How to evaluate "explain analyze" correctly soon after "explain" for the same statement ?

Started by 高健over 13 years ago4 messagesgeneral
Jump to latest
#1高健
luckyjackgao@gmail.com

Hi all:

I have one question about the cache clearing.

If I use the following soon after database startup(or first time I use it):

postgres=# explain analyze select id,deptno from gaotab where id=200;

QUERY
PLAN

--------------------------------------------------------------------------------

-------------------------------------------

Index Only Scan using idx_id_dept on gaotab (cost=0.00..8.27 rows=1
width=8) (

actual time=30.912..30.915 rows=1 loops=1)

Index Cond: (id = 200)

Heap Fetches: 1

Total runtime: 47.390 ms

(4 rows)

postgres=#

The result is: the above explain analyze got a total runtime of 47 ms.

But If I restart the database again, and then execute the following:

postgres=# explain select id,deptno from gaotab where id=200;

QUERY
PLAN

-------------------------------------------------------------------------------

Index Only Scan using idx_id_dept on gaotab (cost=0.00..8.27 rows=1
width=8)

Index Cond: (id = 200)

(2 rows)

postgres=# explain analyze select id,deptno from gaotab where id=200;

QUERY
PLAN

--------------------------------------------------------------------------------

-----------------------------------------

Index Only Scan using idx_id_dept on gaotab (cost=0.00..8.27 rows=1
width=8) (

actual time=0.052..0.053 rows=1 loops=1)

Index Cond: (id = 200)

Heap Fetches: 1

Total runtime: 0.074 ms

(4 rows)

This time I got the total runtime of 0.074ms, obviously the explain
analyze benefit from the explain statement.

It might not be a big problem in a small system.

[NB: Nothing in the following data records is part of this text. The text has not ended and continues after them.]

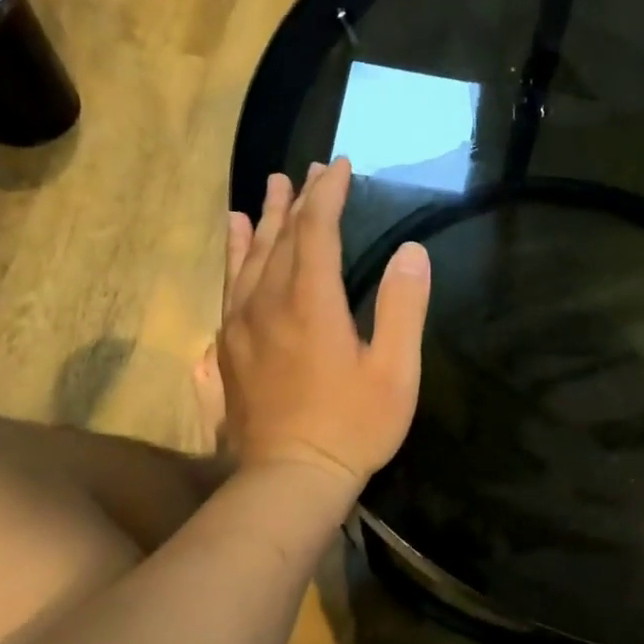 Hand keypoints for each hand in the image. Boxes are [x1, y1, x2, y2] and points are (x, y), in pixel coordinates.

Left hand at [199, 160, 430, 492]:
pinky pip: (230, 283)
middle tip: (310, 169)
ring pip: (251, 255)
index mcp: (312, 302)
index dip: (329, 193)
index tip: (340, 165)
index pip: (318, 230)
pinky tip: (237, 236)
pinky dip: (235, 252)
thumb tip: (412, 252)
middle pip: (282, 236)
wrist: (290, 477)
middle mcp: (270, 301)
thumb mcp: (395, 371)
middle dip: (299, 199)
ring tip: (271, 188)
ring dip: (266, 218)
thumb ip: (404, 308)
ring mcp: (243, 323)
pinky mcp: (230, 345)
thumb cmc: (353, 426)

But when in a production environment, When I want to use explain and
then , soon use explain analyze for the same statement,

How can I avoid the influence of cache and get the right answer for
evaluating purpose?

It is not a good idea to restart the database again and again I think.

I wonder is there any method of clearing cache or even clear only a
particular part of the cache?

In my test environment, I can get the following:

postgres=# show seq_page_cost;

seq_page_cost

---------------

1

(1 row)

postgres=# show cpu_tuple_cost;

cpu_tuple_cost

----------------

0.01

(1 row)

postgres=# show cpu_operator_cost;

cpu_operator_cost

-------------------

0.0025

(1 row)

And my table is like that:

postgres=# analyze;
ANALYZE
postgres=# select a.relpages, a.reltuples,
a.relfilenode,a.reltype,b.typname from pg_class a, pg_type b where
a.relname like 'gaotab%' and a.reltype=b.oid;
relpages | reltuples | relfilenode | reltype | typname
----------+-----------+-------------+---------+---------
7 | 1000 | 16396 | 16386 | gaotab
(1 row)

Thanks in advance.

#2Laurenz Albe
laurenz.albe@cybertec.at
In reply to: 高健 (#1)
Re: How to evaluate "explain analyze" correctly soon after "explain" for the same statement ?

高健 wrote:

I have one question about the cache clearing.

If I use the following soon after database startup(or first time I use it):

postgres=# explain analyze select id,deptno from gaotab where id=200;

The result is: the above explain analyze got a total runtime of 47 ms.

But If I restart the database again, and then execute the following:

postgres=# explain select id,deptno from gaotab where id=200;

postgres=# explain analyze select id,deptno from gaotab where id=200;

This time I got the total runtime of 0.074ms, obviously the explain analyze benefit from the explain
statement.

The EXPLAIN will not have a noticable effect on the performance
of the EXPLAIN ANALYZE.

If you actually restarted the PostgreSQL server like you said,
then the difference must be that the file is cached in the file
system cache.

You can verify that be omitting the EXPLAIN in the second run.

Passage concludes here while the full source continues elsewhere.